Mas, ao invés disso, ele me desafiou. Dando o último gole na sua cerveja de frasco verde, ele a colocou no chão e me disse:

- Ernest Hemingway ganhou um Nobel de literatura com um livro simples, que foi O Velho e o Mar. Euclides da Cunha ficou na memória por retratar tão bem a vida no sertão. Nelson Rodrigues, o cotidiano. Eu sei o que você é e o que está deixando na vida das pessoas, mas te lanço um desafio, no qual o resultado será a confirmação das suas dúvidas. Quero que você escreva sobre essa garrafa.

Eu achei o pedido estranho. Como aquilo poderia me provar alguma coisa? Parecia mais um entrevista de emprego, onde o dono da empresa pede que você venda um produto para mostrar sua habilidade em negociar. Achei que seria fácil, mas confesso que já apaguei umas dez linhas até agora.

Pensei em começar relatando meu único porre na época da faculdade, mas acho que ele ficaria meio enciumado em saber onde a bebedeira foi parar. Quis filosofar sobre algo sobrenatural, dando propriedades humanas à garrafa, colocar nome, diálogos e tudo, mas o medo de ser prolixa me fez escolher outro caminho.

A verdade tem a medida necessária e não dá voltas.

Eis aqui minha contribuição.

Eu olho para essa garrafa e lembro de mim. Primeiro, porque adoro a cor (embora eu tenha editado a fotografia). Segundo pela sua condição, quando cheia: tão dura por fora e tão mole por dentro; líquida, para ser mais exata. Molenga, como eu. Tem gente que me olha de primeira e se afasta, acham que eu vou morder, mas quando conhecem o meu interior (privilégio de poucos), confirmam que há nele é infinitamente melhor. E no caso das cervejas, melhor ainda se ela estiver gelada. É o que dizem. Sei lá, não bebo.

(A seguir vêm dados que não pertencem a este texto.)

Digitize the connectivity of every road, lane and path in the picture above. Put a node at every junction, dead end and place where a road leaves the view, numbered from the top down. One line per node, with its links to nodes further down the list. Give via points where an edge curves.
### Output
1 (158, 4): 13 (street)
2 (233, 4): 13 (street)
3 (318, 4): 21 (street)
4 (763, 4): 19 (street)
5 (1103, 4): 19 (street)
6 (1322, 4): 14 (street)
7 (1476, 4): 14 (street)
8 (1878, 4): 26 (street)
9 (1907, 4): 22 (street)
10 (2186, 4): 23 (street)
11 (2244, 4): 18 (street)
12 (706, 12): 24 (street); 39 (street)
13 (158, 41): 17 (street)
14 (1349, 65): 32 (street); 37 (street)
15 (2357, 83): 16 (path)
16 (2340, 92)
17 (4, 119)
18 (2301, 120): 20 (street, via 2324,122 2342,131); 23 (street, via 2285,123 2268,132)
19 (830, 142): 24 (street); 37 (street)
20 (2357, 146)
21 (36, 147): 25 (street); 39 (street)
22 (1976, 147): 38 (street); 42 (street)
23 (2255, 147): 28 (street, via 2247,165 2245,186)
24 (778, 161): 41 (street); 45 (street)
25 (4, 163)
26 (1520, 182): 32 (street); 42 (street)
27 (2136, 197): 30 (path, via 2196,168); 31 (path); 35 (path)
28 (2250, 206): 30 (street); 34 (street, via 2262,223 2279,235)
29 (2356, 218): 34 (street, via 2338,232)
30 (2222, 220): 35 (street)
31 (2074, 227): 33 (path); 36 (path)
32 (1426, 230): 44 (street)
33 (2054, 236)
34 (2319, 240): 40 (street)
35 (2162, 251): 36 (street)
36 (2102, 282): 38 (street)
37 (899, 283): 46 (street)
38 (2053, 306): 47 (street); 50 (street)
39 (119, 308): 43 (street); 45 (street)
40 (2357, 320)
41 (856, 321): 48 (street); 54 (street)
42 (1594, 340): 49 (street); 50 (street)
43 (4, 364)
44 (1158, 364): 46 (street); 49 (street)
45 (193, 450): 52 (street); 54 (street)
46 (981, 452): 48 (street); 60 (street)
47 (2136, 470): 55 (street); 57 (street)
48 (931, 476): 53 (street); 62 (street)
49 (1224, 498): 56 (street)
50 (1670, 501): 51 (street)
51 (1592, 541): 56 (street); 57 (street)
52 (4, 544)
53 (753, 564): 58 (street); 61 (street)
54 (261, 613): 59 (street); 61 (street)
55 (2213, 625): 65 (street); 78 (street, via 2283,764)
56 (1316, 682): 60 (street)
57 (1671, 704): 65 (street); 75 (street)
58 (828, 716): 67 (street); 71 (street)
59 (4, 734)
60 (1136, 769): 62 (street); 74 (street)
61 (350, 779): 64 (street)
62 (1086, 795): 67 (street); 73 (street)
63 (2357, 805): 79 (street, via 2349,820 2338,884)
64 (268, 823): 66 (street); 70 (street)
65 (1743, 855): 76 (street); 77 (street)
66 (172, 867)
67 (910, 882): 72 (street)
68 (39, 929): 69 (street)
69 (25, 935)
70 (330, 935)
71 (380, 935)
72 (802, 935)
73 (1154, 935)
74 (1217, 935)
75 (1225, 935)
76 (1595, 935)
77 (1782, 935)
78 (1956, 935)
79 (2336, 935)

Talvez, algum dia eu tenha sido uma garrafa PET, mais maleável, fácil de ser ludibriada, reciclável e tolerante, mas hoje não sou mais. Sou dura mesmo, fecho a cara, digo não à hipocrisia, debocho do que se faz de ridículo, porque essa é a faixa amarela que limita a chegada das pessoas. Um aviso silencioso, que alerta: meu coração não é mais lugar para oba-oba, bagunça, furdunço. Se não souber chegar, nem entre. Se eu deixar entrar, será para sempre, até quando você quiser (e fizer por merecer).

Sou pequena como essa long neck, sem perspectiva para quem quer muita coisa, tão comum que sou encontrada em cada esquina, em outras cores, tamanhos ou modelos. Mas só eu sei o prazer que posso proporcionar a uma pessoa. Sei bem a diferença que faço para uns e a indiferença que provoco em outros. Não crio expectativas, quem está comigo e “me leva pra casa” o faz por saber que eu posso ser boa companhia.

Mas hoje, e de uns dias para cá, estou como essa, vazia. Sinto que alguém aproveitou o meu melhor e caiu fora. Eu preciso entender essa dinâmica descartável que as pessoas se utilizam para se desfazerem de alguém. É assim agora? Usou, não prestou, jogou fora? E os momentos de alegria? E as gargalhadas fora de hora? O ombro amigo, foi esquecido? As conversas, o afeto, tudo? Bom, se for assim, me esqueçam e adquiram a próxima. Fico aqui em silêncio, até perder a validade numa boa.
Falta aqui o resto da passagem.